--- START ---
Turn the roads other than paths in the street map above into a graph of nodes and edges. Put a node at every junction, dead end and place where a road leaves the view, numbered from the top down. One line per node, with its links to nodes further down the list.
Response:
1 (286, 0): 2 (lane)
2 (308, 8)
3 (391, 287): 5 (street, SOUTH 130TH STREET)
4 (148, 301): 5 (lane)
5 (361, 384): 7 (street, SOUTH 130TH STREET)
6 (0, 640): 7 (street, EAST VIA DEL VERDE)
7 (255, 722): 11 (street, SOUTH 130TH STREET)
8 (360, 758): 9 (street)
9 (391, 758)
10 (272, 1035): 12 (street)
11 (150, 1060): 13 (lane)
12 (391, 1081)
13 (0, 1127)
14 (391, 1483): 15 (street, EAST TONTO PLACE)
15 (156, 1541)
--- END ---
--- START ---
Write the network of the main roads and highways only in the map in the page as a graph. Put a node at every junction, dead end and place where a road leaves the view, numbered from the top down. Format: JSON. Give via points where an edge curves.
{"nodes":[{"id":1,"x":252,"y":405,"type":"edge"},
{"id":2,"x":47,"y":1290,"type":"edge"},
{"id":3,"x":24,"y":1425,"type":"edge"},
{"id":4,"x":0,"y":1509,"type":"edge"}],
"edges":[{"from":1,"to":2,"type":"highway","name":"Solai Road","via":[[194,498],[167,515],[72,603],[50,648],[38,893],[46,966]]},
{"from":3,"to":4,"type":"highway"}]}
--- END ---
--- START ---
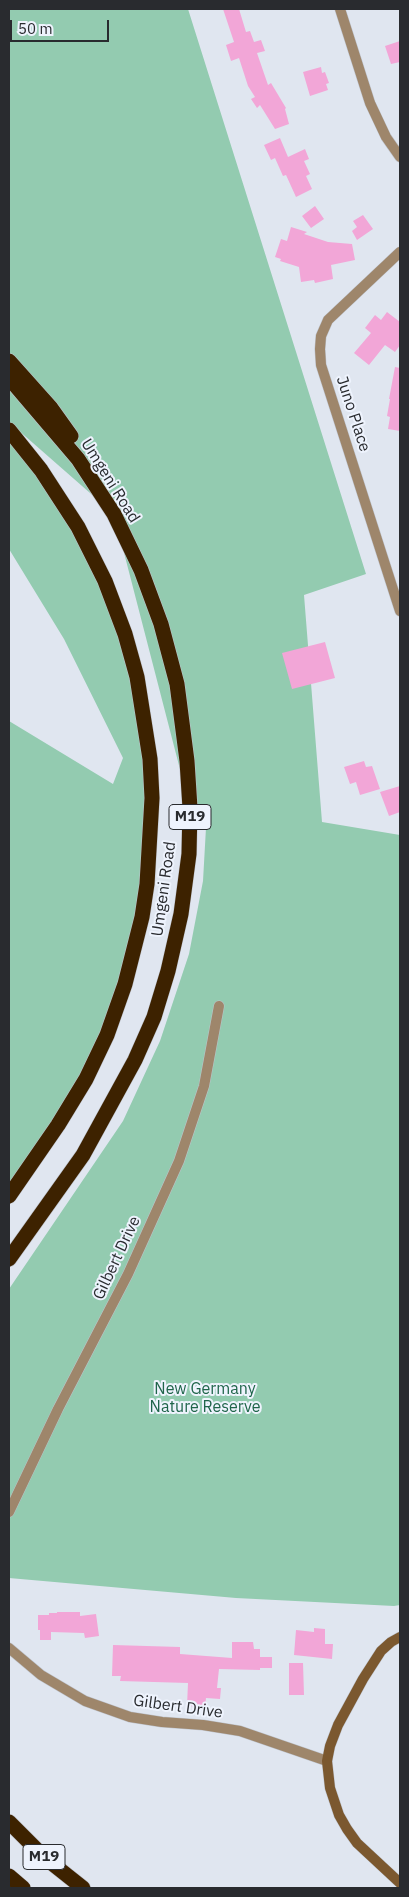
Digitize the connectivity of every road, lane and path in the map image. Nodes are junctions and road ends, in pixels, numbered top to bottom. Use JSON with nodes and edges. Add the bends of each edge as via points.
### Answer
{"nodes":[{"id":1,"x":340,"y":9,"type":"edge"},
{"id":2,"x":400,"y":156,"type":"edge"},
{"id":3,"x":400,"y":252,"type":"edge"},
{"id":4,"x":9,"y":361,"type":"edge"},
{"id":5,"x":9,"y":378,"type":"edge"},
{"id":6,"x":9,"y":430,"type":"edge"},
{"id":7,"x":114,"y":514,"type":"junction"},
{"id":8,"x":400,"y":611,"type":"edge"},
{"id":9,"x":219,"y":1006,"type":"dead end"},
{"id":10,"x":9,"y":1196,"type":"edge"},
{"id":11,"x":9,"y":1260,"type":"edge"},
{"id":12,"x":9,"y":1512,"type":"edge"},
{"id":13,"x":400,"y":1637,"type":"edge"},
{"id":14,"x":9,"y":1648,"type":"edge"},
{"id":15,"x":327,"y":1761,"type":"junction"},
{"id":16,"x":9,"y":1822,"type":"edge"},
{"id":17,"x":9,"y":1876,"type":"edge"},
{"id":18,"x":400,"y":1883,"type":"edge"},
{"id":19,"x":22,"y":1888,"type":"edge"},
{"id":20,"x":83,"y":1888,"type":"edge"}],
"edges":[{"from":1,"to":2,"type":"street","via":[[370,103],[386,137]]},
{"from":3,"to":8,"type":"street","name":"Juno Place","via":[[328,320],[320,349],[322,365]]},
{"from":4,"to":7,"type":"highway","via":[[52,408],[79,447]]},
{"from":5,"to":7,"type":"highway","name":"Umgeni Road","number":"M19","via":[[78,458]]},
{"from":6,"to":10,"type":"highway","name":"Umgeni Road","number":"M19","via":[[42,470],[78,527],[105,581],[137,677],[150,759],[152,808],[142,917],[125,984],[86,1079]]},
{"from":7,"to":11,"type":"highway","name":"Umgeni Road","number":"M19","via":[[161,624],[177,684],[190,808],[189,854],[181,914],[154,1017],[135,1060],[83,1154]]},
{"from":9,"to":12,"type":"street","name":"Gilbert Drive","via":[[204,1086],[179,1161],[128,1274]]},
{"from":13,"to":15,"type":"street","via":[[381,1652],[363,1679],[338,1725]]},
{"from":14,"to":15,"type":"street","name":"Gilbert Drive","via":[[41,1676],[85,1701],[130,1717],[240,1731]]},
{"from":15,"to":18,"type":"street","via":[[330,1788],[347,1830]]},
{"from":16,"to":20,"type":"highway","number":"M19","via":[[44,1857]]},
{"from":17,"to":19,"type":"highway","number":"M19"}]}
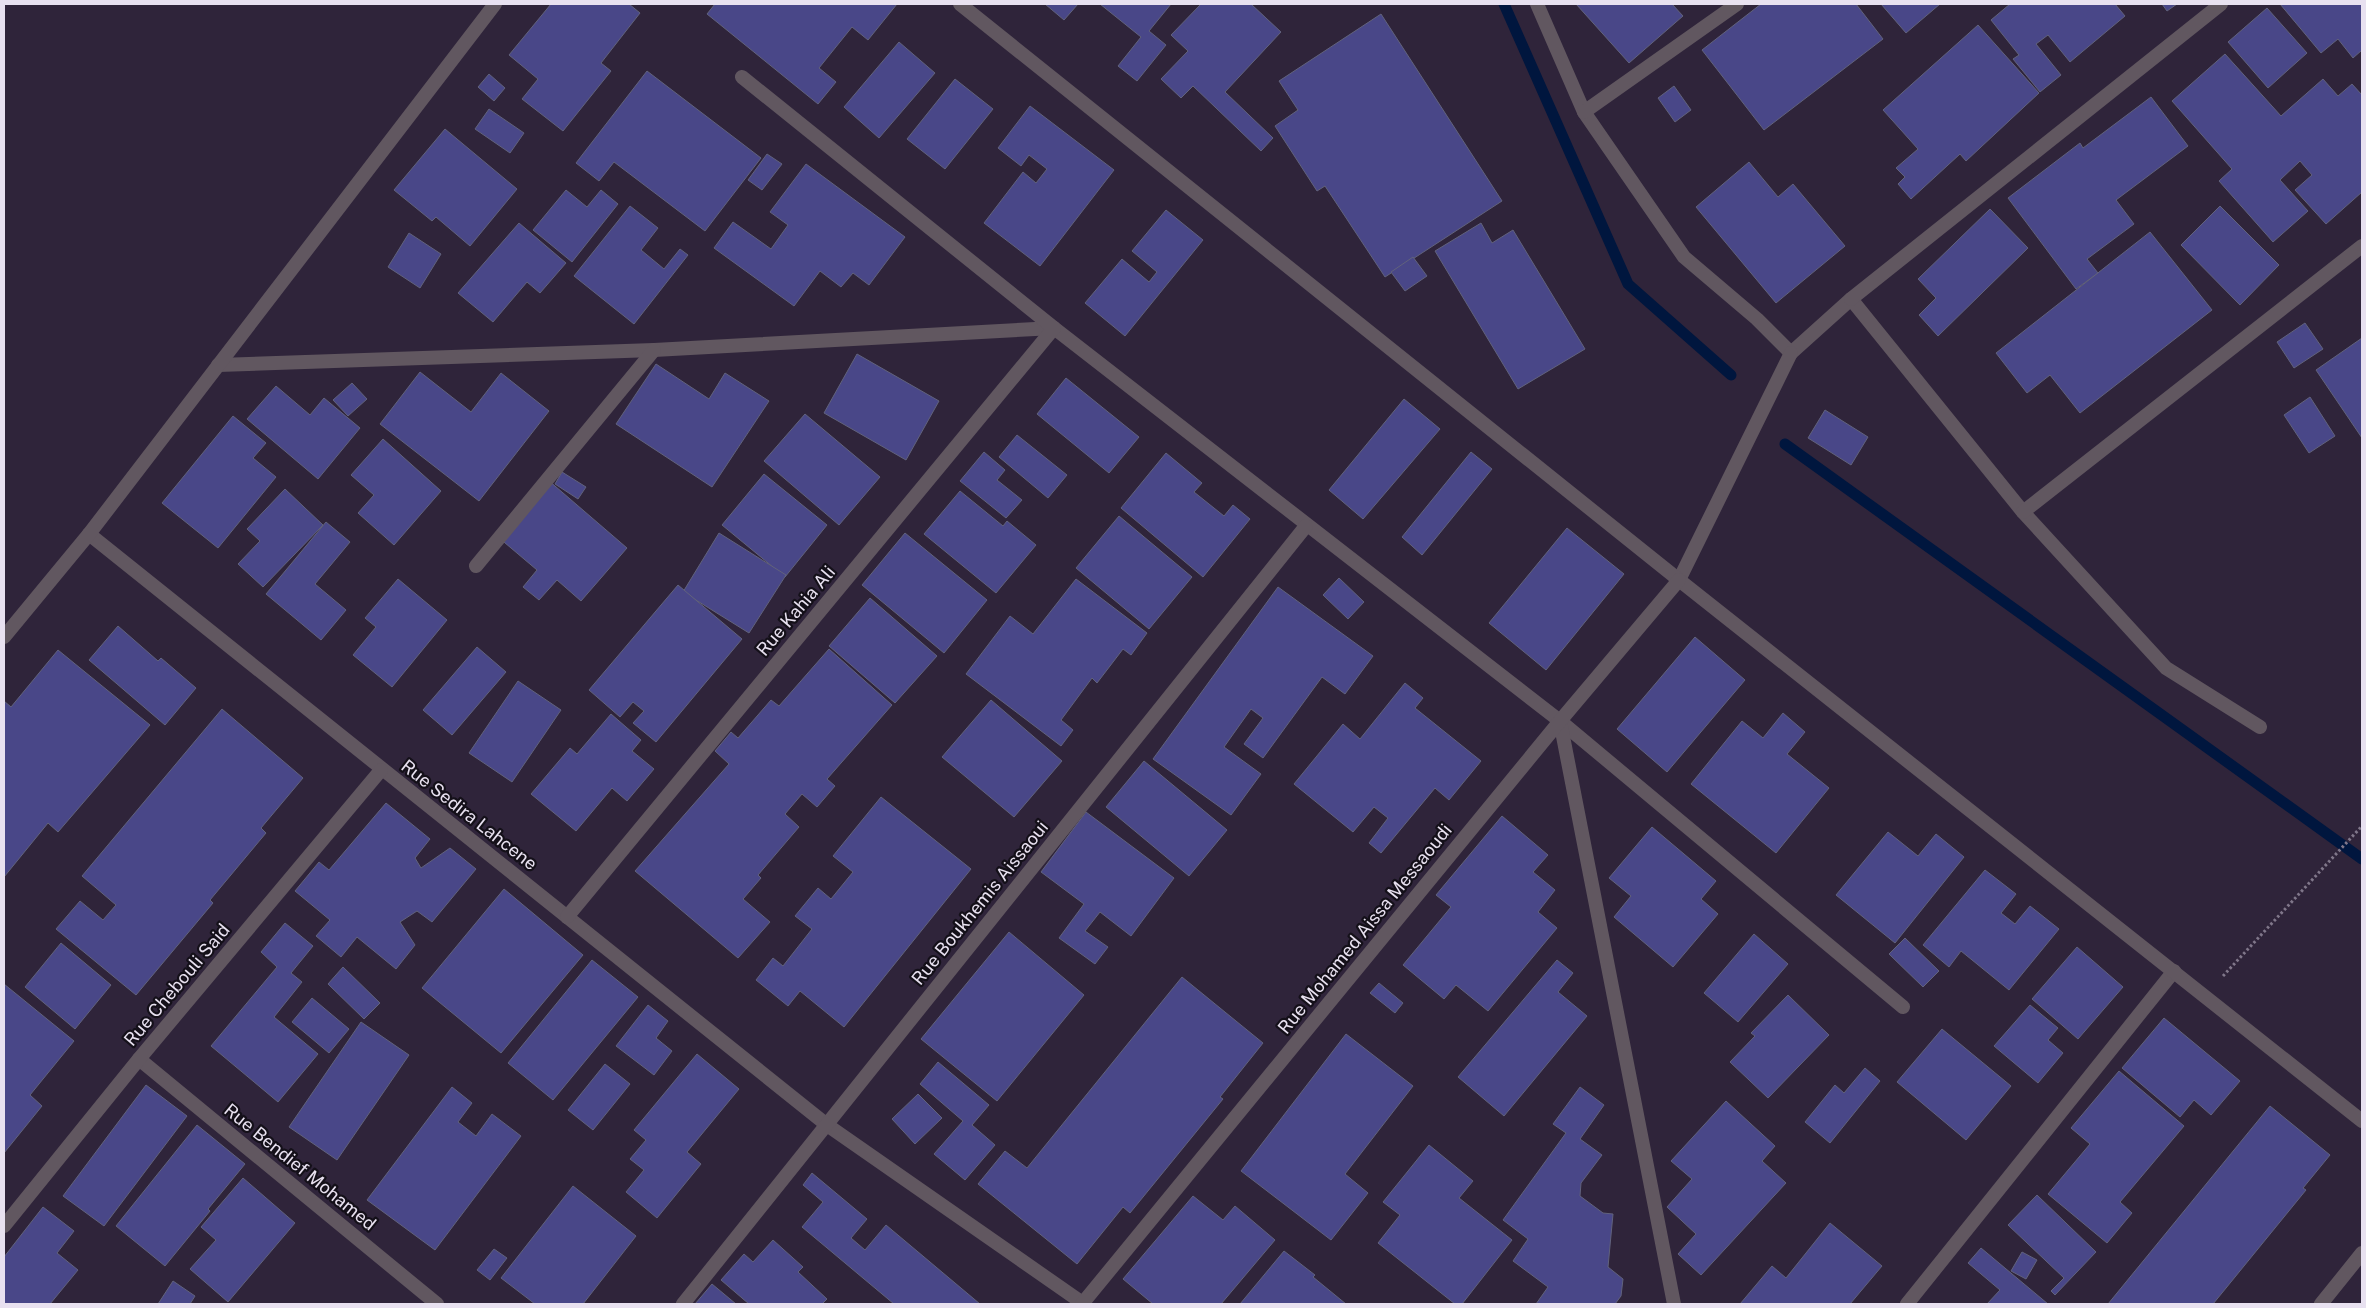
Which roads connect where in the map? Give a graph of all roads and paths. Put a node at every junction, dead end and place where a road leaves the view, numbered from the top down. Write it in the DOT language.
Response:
--- END ---
[WORK ITEM]
Among the lines of the data above, count those containing the word "paths" and report the total alone.

[RESPONSE TO THE TASK]
2